Start of EXERCISE MATERIALS

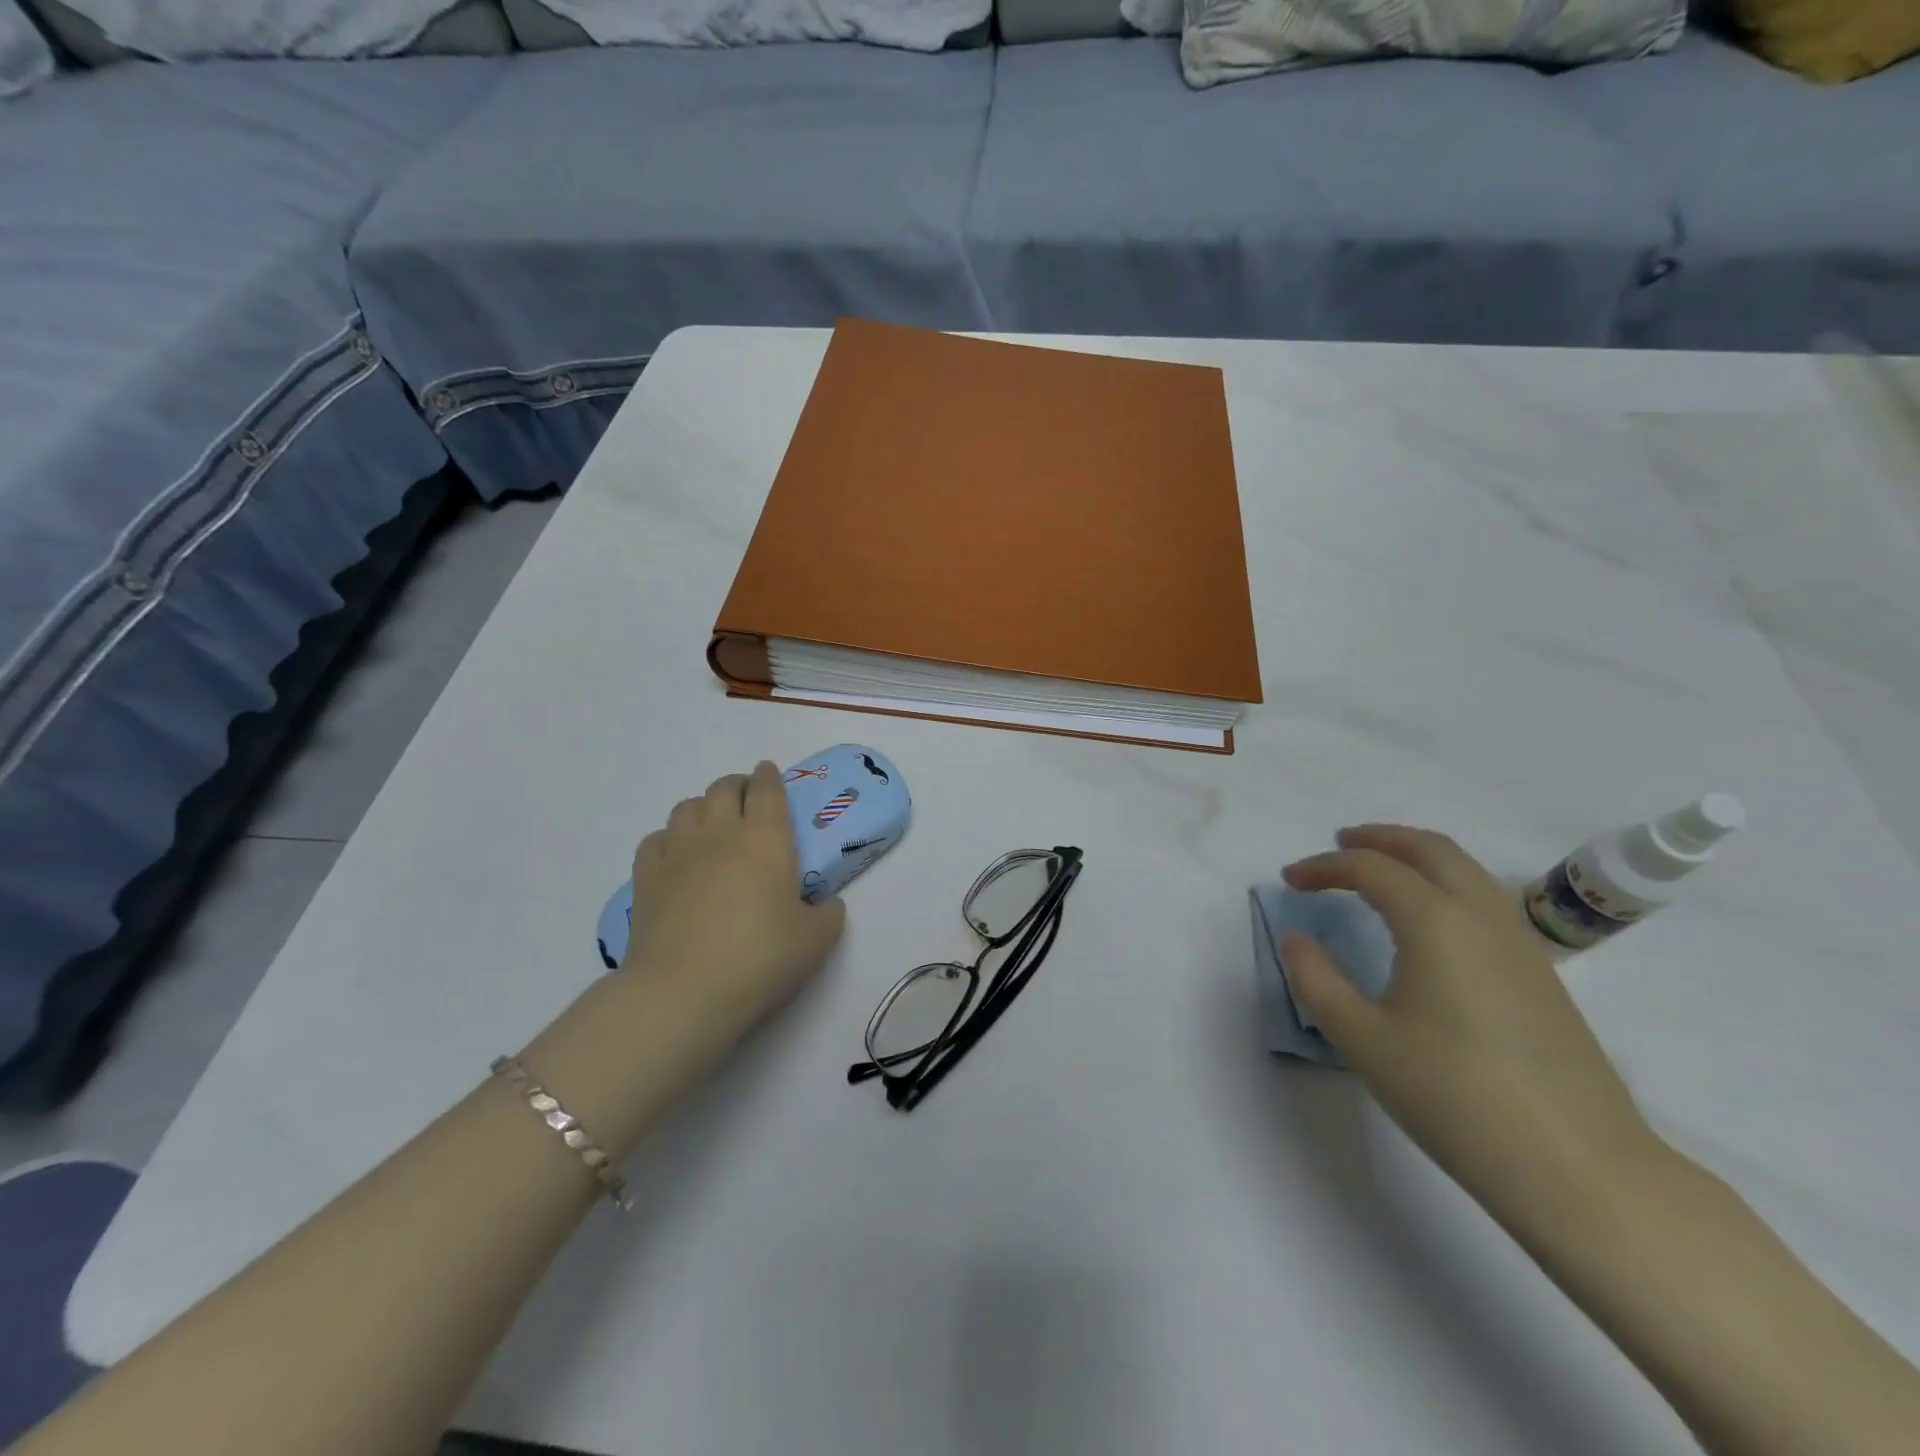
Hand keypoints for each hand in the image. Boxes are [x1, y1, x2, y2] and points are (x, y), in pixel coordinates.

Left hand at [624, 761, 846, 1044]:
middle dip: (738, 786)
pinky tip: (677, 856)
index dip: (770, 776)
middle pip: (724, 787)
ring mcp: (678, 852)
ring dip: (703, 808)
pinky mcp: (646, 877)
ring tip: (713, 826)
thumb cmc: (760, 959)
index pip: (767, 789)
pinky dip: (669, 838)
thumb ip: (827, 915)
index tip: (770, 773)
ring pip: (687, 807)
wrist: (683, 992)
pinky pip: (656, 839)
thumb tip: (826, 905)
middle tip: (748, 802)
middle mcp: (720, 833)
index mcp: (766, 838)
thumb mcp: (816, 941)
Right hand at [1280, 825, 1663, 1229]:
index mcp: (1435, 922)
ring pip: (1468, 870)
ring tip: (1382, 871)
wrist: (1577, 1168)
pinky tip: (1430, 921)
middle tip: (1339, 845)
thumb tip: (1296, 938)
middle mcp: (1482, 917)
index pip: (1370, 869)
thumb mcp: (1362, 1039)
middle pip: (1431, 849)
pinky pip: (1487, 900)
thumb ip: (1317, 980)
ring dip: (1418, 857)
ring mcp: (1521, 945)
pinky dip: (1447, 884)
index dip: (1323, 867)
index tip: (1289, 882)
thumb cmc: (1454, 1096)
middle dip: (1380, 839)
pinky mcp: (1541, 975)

End of EXERCISE MATERIALS

WHAT THE EXERCISE ASKS =
Taking the material above, say how many lines have "index" in them, and give no other output.

SOLUTION BELOW =
8